● DATA SHOWN:
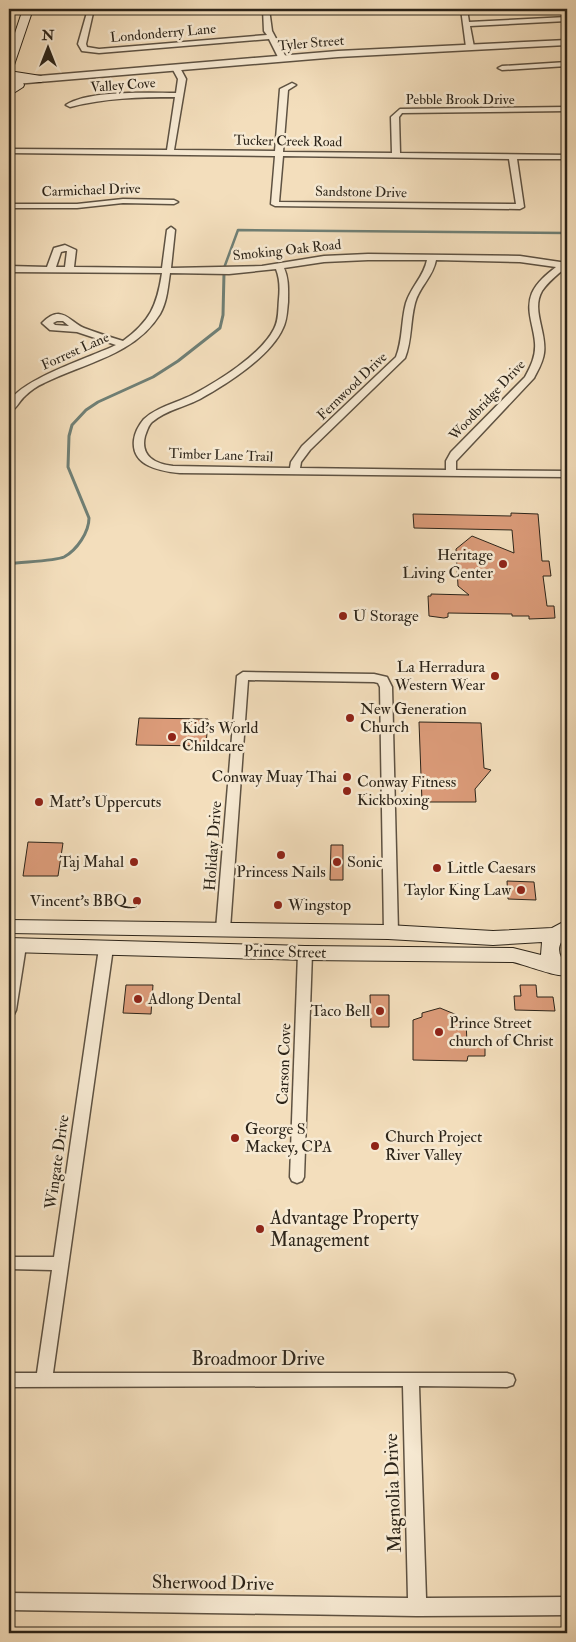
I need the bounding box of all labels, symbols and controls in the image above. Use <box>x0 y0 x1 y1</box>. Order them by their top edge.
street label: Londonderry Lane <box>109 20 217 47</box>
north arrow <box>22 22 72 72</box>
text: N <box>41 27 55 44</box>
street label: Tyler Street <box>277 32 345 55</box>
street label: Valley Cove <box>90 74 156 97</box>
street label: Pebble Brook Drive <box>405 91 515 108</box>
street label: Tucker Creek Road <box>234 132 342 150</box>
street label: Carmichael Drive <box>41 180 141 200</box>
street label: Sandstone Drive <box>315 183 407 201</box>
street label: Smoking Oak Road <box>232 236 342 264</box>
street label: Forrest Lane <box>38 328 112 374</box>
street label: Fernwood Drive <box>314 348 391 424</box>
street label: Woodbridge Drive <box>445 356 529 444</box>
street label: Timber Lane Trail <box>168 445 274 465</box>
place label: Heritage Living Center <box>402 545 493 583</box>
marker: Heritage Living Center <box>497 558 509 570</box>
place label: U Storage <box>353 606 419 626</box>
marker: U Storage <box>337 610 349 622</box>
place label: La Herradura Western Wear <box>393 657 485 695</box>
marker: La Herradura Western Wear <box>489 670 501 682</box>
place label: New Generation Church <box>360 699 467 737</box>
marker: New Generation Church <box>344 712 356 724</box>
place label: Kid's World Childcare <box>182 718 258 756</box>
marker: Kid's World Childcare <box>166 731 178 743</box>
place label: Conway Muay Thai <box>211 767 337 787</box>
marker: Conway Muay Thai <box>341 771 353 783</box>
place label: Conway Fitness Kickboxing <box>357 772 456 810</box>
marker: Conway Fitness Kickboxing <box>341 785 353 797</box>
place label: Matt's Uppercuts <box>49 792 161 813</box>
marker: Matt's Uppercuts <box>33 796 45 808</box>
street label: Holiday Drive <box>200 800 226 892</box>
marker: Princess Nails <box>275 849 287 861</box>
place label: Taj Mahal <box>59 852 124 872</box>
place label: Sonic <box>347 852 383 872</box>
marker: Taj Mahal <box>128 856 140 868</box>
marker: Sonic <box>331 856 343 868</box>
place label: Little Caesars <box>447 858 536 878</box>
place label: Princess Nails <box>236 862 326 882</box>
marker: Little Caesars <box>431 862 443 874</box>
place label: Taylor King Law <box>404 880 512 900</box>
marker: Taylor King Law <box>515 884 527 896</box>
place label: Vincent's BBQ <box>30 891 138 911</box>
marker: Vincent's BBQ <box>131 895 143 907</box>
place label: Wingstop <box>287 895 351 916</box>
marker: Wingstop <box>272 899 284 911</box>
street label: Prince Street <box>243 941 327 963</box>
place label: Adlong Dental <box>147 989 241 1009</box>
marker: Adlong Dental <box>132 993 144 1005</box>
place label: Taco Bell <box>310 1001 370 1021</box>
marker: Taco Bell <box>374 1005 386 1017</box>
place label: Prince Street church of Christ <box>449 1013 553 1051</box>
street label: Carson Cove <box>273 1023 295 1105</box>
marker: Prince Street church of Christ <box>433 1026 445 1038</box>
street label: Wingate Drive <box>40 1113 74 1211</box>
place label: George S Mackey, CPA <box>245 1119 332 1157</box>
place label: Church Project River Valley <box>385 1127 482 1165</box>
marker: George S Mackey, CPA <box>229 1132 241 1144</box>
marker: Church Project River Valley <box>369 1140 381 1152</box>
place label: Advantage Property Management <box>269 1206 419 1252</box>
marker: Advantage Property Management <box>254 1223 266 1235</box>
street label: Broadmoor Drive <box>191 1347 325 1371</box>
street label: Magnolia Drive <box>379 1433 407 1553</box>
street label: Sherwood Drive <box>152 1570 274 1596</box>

● WHAT TO WORK ON:
Lines with the word "Valley" in them should be copied from the preceding records.

● RESPONSE:
street label: Valley Cove <box>90 74 156 97</box>
place label: Church Project River Valley <box>385 1127 482 1165</box>
marker: Church Project River Valley <box>369 1140 381 1152</box>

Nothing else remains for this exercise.